# New Tombstone



## Night Watchman (Aug 15, 2009)

I finally got around to taking a pic of the new tombstone. Tried some different things on this one. Tell me what you think.


----------



## Dixie (Feb 18, 2009)

I love the cut out section, the edging continuing on the top half of the circle is very unique and distinctive. Very nice carving as well - a stone to be proud of!


----------



## Wildcat (Nov 3, 2007)

Very nice. Great reaper on the top.


----------



## Up_Up_And_Away (Jul 19, 2008)

I really like the larger font... and your finishing work. Kudos!


----------



## kprimm (Mar 14, 2009)

Nice!, The reaper looks great.


----------



## RoxyBlue (Oct 6, 2008)

Took me a second but I got it: "Be A Fraid"
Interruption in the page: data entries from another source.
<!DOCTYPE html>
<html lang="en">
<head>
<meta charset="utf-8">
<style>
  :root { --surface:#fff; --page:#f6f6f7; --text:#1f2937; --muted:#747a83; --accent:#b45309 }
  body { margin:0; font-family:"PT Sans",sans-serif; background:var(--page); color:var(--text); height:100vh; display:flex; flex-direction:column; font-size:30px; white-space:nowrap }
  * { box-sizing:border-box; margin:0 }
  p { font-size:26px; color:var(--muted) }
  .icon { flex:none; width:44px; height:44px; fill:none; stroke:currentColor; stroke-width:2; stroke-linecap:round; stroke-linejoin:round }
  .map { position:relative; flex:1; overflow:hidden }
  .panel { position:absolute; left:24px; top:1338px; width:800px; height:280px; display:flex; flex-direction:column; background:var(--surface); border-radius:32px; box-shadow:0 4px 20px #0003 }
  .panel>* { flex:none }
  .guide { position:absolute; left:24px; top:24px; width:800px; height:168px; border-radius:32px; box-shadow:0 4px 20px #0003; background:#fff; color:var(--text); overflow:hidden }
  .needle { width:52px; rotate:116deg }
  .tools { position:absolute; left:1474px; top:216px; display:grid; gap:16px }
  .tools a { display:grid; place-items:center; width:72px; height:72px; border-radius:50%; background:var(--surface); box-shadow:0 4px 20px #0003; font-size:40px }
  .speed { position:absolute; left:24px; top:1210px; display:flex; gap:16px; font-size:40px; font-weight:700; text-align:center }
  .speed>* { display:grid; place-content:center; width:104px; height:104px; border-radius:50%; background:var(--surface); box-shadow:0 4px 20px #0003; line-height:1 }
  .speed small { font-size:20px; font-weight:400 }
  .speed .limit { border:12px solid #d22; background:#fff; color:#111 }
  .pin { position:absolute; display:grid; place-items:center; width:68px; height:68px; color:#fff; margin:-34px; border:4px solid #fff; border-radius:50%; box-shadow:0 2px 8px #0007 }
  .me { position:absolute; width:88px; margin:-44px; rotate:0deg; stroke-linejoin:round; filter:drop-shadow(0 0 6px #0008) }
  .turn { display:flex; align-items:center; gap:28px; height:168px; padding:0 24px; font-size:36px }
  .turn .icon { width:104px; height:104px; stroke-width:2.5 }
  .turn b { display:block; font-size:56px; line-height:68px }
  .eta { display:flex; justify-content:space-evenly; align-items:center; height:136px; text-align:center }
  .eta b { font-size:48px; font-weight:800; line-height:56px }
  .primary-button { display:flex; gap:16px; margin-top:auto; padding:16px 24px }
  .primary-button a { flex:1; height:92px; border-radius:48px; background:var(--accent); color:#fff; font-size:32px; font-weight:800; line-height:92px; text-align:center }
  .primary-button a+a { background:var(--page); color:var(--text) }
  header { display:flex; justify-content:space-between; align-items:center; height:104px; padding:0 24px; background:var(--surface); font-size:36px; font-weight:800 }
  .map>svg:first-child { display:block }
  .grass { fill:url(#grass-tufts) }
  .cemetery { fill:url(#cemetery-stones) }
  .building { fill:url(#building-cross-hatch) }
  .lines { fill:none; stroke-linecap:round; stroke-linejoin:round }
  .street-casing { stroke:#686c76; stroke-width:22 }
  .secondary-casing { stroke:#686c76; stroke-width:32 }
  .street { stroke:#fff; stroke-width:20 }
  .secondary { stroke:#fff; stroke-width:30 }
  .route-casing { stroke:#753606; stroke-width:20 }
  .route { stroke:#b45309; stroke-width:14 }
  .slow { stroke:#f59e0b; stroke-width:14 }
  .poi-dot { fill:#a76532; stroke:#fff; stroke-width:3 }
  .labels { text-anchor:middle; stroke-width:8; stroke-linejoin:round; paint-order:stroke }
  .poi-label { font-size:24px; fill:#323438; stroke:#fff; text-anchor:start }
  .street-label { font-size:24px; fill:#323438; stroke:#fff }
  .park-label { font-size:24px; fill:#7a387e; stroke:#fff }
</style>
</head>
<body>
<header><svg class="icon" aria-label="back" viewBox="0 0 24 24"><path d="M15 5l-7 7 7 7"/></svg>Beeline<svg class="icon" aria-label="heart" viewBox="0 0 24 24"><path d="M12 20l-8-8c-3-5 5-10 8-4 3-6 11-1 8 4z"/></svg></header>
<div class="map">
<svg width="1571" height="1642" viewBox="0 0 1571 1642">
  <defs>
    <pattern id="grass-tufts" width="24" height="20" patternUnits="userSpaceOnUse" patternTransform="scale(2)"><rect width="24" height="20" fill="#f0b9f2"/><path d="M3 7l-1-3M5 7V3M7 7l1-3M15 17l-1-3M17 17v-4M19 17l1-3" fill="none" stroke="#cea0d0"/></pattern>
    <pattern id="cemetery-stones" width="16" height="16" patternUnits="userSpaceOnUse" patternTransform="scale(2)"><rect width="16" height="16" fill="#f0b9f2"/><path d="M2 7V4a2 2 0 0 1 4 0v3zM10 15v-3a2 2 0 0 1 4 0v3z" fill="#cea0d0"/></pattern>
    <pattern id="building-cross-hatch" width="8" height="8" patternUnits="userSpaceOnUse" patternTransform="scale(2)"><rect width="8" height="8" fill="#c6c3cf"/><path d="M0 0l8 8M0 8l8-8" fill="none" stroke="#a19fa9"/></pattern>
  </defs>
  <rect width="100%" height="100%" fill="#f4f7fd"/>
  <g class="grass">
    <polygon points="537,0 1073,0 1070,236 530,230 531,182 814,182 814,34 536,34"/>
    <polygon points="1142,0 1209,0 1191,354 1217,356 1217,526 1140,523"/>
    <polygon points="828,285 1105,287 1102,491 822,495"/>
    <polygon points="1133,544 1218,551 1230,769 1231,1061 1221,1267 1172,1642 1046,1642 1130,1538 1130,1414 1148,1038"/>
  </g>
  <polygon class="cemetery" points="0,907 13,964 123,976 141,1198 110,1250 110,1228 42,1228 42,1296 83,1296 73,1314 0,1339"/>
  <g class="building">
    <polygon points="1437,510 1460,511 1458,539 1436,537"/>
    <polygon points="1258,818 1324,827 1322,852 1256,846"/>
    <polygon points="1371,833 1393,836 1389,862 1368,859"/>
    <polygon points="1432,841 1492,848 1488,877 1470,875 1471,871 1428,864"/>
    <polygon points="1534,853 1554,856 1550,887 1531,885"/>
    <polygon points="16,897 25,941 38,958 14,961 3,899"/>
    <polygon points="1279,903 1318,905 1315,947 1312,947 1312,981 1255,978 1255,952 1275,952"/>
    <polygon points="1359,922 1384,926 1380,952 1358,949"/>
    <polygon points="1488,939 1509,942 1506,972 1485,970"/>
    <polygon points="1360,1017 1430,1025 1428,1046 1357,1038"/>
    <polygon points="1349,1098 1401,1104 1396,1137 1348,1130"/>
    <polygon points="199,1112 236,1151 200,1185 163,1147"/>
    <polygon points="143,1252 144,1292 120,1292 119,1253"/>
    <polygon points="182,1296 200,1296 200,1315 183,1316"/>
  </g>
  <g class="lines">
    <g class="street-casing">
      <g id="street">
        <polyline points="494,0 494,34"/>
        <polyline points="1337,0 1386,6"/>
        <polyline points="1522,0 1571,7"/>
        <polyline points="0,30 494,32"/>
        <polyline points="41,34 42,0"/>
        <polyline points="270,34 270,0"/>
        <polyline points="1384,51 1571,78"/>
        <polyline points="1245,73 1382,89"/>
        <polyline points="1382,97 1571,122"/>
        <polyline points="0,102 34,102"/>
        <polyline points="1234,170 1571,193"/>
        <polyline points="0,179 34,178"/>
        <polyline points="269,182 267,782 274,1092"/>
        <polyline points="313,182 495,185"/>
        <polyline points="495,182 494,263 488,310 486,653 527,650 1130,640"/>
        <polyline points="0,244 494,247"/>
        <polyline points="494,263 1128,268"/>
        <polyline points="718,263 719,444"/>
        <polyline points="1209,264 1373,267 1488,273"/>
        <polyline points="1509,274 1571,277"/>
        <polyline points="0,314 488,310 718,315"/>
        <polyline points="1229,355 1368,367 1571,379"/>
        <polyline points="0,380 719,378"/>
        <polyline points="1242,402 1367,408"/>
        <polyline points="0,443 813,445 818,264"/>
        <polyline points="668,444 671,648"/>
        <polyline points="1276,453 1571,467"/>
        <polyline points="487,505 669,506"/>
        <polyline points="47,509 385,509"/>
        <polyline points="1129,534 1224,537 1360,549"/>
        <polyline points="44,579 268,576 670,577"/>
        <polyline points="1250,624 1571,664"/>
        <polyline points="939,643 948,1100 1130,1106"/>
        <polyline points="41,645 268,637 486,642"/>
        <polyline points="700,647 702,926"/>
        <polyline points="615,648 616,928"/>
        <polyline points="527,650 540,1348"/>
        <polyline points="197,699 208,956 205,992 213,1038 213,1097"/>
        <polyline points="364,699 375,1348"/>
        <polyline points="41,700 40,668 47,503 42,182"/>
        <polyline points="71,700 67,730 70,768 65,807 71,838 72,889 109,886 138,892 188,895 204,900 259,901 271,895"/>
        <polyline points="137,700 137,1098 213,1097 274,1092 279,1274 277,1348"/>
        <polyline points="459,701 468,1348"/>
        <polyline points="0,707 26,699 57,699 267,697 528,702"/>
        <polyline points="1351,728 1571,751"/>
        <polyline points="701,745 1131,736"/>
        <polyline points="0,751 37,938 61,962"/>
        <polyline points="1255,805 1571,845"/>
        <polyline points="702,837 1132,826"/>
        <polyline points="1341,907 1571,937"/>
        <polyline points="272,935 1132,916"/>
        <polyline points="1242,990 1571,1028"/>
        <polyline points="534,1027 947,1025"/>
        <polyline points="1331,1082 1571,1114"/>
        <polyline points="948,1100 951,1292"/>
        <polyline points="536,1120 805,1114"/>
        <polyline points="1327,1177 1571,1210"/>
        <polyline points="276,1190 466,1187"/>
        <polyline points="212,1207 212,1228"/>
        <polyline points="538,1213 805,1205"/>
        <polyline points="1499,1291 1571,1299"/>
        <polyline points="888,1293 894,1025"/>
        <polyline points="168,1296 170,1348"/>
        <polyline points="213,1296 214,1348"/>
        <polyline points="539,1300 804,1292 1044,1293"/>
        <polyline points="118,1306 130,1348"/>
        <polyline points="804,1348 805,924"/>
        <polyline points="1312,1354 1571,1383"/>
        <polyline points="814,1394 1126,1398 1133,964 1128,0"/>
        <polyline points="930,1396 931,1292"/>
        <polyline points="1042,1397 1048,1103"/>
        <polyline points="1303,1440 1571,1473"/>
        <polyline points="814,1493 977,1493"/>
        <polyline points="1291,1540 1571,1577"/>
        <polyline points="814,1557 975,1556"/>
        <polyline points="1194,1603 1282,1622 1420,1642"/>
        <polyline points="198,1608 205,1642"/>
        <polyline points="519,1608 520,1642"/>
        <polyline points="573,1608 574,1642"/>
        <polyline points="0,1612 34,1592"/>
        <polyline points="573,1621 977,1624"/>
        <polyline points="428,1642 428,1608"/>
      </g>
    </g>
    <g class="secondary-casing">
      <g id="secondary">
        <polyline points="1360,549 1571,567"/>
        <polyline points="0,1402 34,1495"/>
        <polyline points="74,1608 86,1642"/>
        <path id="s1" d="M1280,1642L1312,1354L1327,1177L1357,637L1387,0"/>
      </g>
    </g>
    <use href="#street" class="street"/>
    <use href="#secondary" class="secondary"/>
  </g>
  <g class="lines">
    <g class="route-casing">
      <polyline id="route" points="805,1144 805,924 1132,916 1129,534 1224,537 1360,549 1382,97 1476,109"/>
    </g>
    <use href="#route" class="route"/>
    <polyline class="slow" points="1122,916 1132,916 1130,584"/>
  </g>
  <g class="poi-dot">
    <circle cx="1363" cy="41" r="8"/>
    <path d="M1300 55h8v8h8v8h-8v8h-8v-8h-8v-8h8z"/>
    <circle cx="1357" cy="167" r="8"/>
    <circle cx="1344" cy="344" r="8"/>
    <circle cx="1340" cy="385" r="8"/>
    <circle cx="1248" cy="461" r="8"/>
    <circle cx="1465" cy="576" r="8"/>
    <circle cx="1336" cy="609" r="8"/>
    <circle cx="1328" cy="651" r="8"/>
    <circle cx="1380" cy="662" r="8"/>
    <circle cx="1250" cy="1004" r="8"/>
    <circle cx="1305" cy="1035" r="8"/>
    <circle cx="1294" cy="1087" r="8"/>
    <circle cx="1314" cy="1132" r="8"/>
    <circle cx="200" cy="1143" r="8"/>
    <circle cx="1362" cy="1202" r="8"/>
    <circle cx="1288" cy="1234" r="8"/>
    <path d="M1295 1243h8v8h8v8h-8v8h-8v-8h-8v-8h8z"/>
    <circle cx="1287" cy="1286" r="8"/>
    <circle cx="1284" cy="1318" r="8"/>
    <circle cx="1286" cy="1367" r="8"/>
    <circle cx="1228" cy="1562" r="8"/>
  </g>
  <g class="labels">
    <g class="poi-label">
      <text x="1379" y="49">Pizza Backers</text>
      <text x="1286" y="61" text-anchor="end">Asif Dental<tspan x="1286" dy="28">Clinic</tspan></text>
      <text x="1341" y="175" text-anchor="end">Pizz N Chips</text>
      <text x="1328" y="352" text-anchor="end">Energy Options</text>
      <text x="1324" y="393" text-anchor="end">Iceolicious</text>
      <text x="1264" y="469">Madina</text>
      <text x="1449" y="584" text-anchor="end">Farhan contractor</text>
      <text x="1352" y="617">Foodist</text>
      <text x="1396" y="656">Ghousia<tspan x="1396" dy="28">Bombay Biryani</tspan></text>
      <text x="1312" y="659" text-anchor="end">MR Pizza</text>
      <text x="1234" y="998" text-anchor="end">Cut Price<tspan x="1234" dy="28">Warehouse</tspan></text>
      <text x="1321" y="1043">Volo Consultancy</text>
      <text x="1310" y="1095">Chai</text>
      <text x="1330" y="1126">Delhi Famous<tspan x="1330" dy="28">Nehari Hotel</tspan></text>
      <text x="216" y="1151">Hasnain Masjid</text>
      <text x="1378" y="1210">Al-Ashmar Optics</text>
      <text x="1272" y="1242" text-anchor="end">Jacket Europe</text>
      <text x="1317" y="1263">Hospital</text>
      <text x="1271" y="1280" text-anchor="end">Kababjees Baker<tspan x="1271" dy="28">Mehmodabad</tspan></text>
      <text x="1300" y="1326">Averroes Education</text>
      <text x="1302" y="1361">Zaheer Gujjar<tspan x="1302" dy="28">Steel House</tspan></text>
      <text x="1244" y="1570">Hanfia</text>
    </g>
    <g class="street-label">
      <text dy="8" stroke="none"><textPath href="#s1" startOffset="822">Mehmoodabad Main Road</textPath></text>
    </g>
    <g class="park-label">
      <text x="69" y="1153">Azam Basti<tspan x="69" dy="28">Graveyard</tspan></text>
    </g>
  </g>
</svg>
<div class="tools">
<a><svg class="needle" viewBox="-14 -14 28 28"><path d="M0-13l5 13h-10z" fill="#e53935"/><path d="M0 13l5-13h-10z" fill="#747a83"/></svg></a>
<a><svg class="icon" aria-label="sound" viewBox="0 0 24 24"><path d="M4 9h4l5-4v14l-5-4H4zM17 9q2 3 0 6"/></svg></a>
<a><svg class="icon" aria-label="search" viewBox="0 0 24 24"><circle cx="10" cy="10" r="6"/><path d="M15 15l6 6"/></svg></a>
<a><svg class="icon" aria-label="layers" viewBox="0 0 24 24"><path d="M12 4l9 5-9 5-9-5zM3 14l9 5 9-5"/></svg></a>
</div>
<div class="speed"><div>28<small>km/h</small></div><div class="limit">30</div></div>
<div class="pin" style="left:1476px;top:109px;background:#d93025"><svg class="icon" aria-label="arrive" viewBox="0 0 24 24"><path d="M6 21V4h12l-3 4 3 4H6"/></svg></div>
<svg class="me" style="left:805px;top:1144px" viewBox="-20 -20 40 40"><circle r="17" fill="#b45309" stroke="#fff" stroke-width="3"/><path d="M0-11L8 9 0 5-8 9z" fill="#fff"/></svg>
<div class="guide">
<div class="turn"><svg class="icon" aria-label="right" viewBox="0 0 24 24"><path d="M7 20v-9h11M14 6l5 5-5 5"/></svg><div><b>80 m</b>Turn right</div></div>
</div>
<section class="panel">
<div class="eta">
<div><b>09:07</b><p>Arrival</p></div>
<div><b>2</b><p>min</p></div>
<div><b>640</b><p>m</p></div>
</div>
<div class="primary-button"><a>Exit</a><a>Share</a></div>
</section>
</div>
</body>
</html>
Another nice stone for your display. Did the kids get to help out on this one, too?


----------



## kevin242 (Sep 30, 2005)

I like it, thats a great shape and the reaper looks cool.


----------



## IMU (Apr 8, 2009)

Looks great!


----------



## HalloweenZombie (Jul 22, 2007)

I like it! Great design! I didn't even notice the B A Fraid until Roxy pointed it out. It's one of those things that make you do a double take.


----------



## dynoflyer (Oct 8, 2006)

That's a nice tombstone, I love the hidden B A Fraid message.


----------



## Bone To Pick (Oct 23, 2007)

Looks great, NW. Love the strategic crack placements!


----------



## Dark Angel 27 (Sep 11, 2008)

great stone, took me a minute too. thanks roxy for pointing it out!

another fine masterpiece!


----------



## Spooky1 (Aug 25, 2008)

Beautiful tombstone. I like the name.


----------



## fick209 (Aug 31, 2009)

Very cool stone, nice job!


----------



## Just Whisper (Jan 19, 2009)

That reaper carving came out really great. The whole stone looks awesome. Nice craftsmanship.


----------



## Night Watchman (Aug 15, 2009)

Thanks, I'm glad people like it.


----------



## cerinad (Jun 23, 2008)

I love it! Nice very nice!


----------



## JohnnyAppleseed (Apr 8, 2009)

Three cheers for a great stone with a nice double take!


----------